→ What is needed: Return only those lines of the records below in which "roads" appears.

→ Provided material:
_____

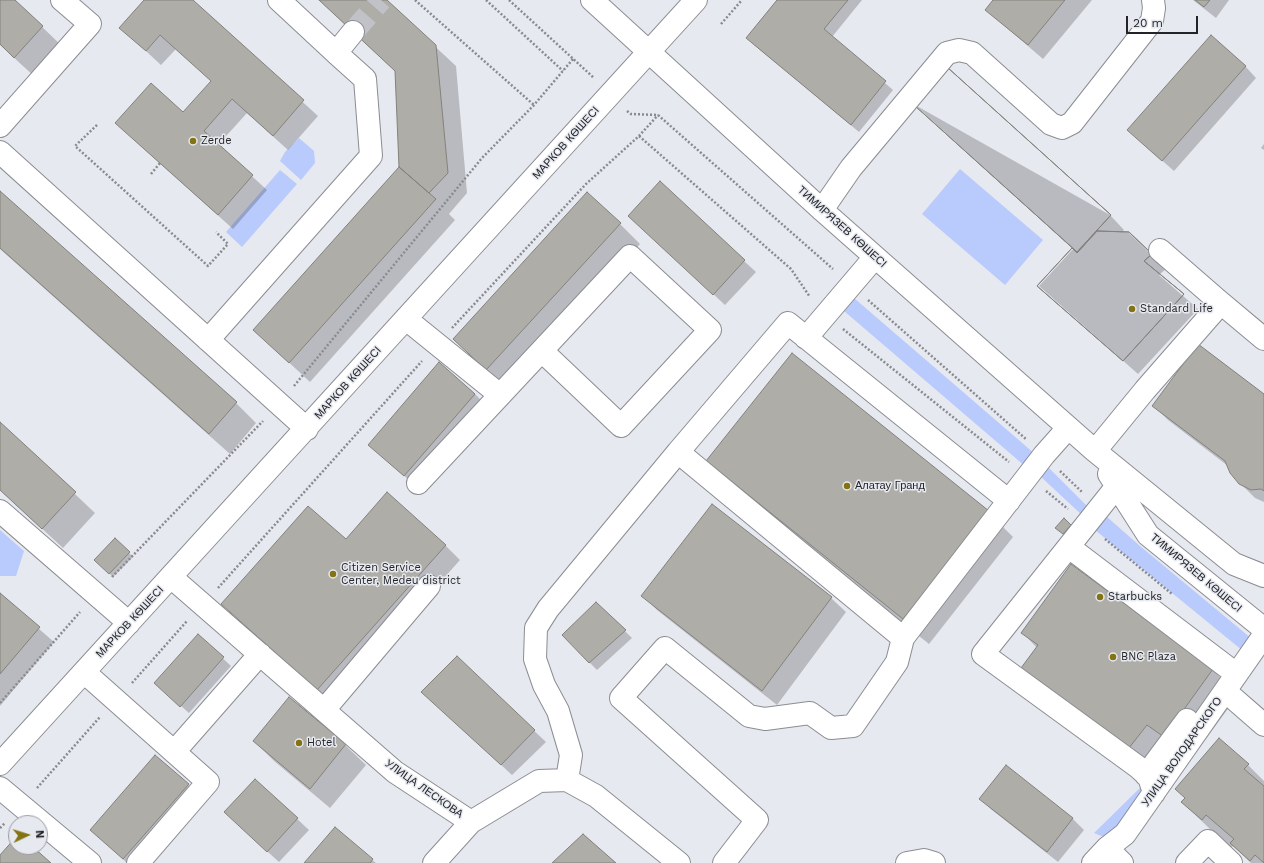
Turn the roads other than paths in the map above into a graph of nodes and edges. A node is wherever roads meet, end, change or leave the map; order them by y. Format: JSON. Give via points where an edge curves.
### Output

_____

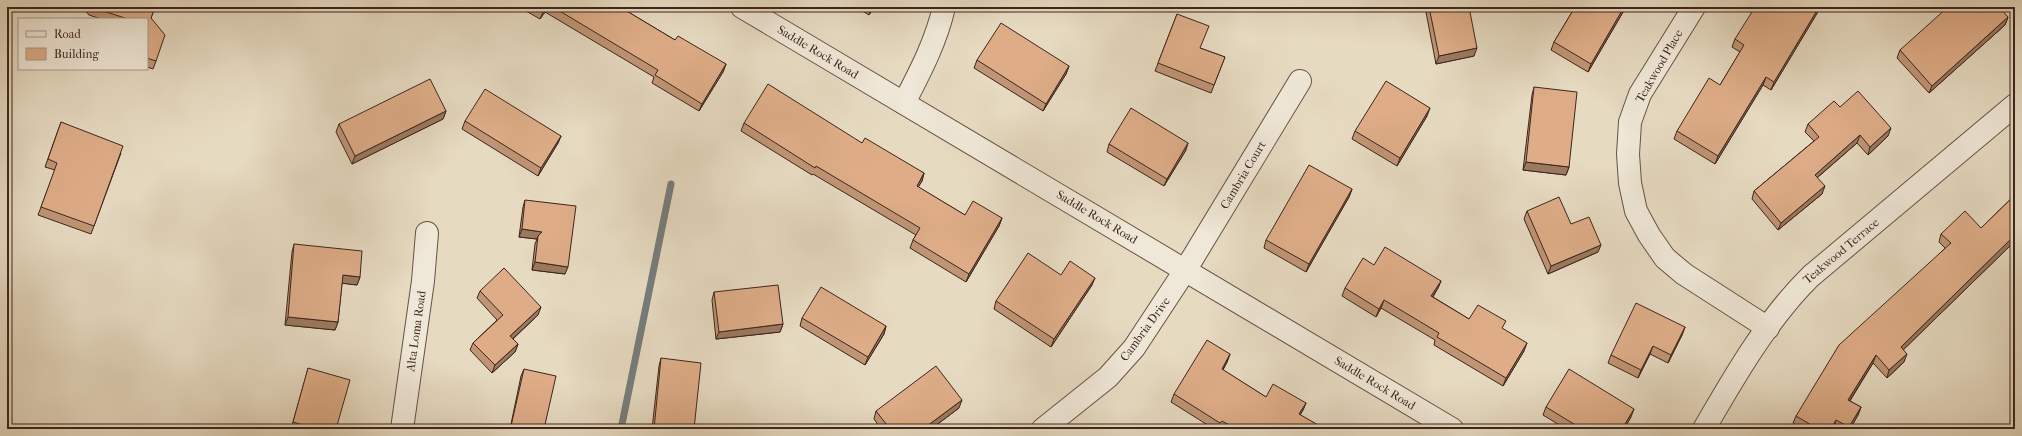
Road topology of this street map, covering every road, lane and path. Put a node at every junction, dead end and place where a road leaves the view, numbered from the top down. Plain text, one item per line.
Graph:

_____

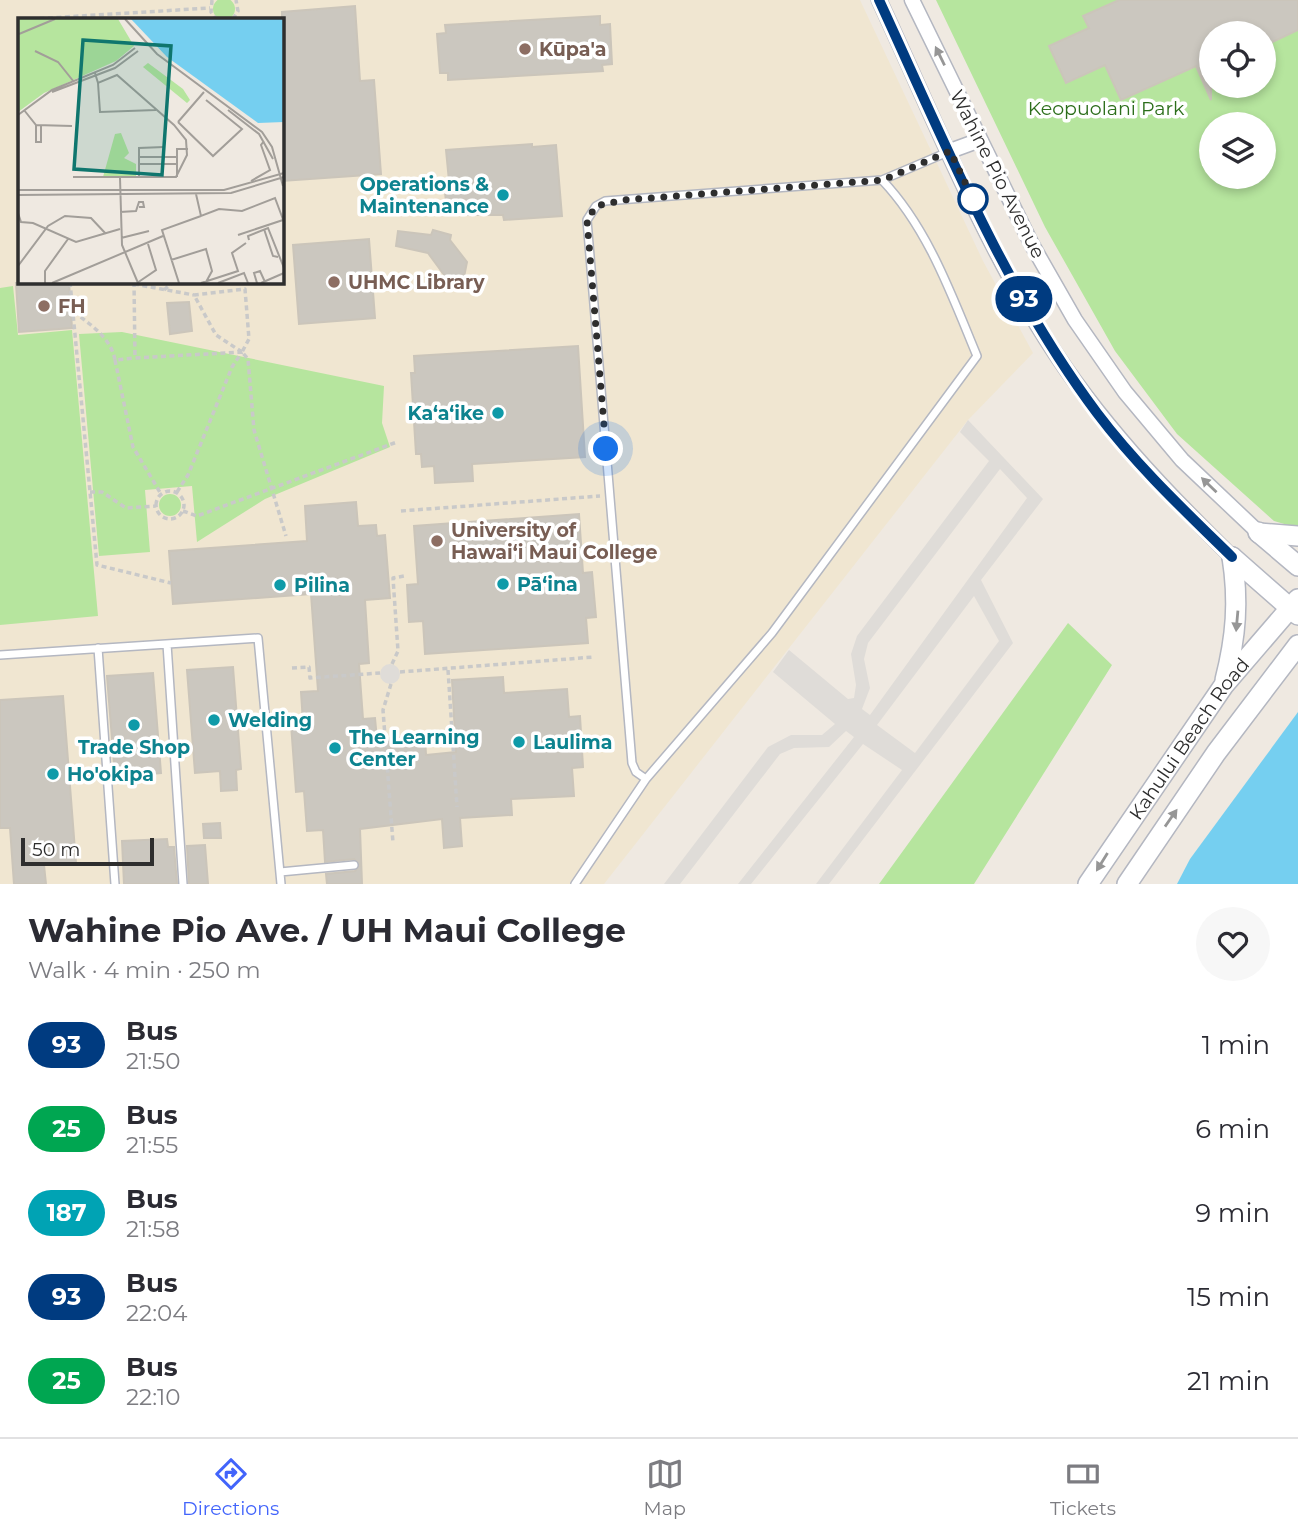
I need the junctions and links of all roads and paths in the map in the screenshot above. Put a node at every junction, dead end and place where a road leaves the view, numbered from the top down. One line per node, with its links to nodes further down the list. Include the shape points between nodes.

_____

→ Answer space:
Turn the roads other than paths in the map above into a graph of nodes and edges. A node is wherever roads meet, end, change or leave the map; order them by y. Format: JSON. Give via points where an edge curves.
I need the junctions and links of all roads and paths in the map in the screenshot above. Put a node at every junction, dead end and place where a road leaves the view, numbered from the top down. One line per node, with its links to nodes further down the list. Include the shape points between nodes.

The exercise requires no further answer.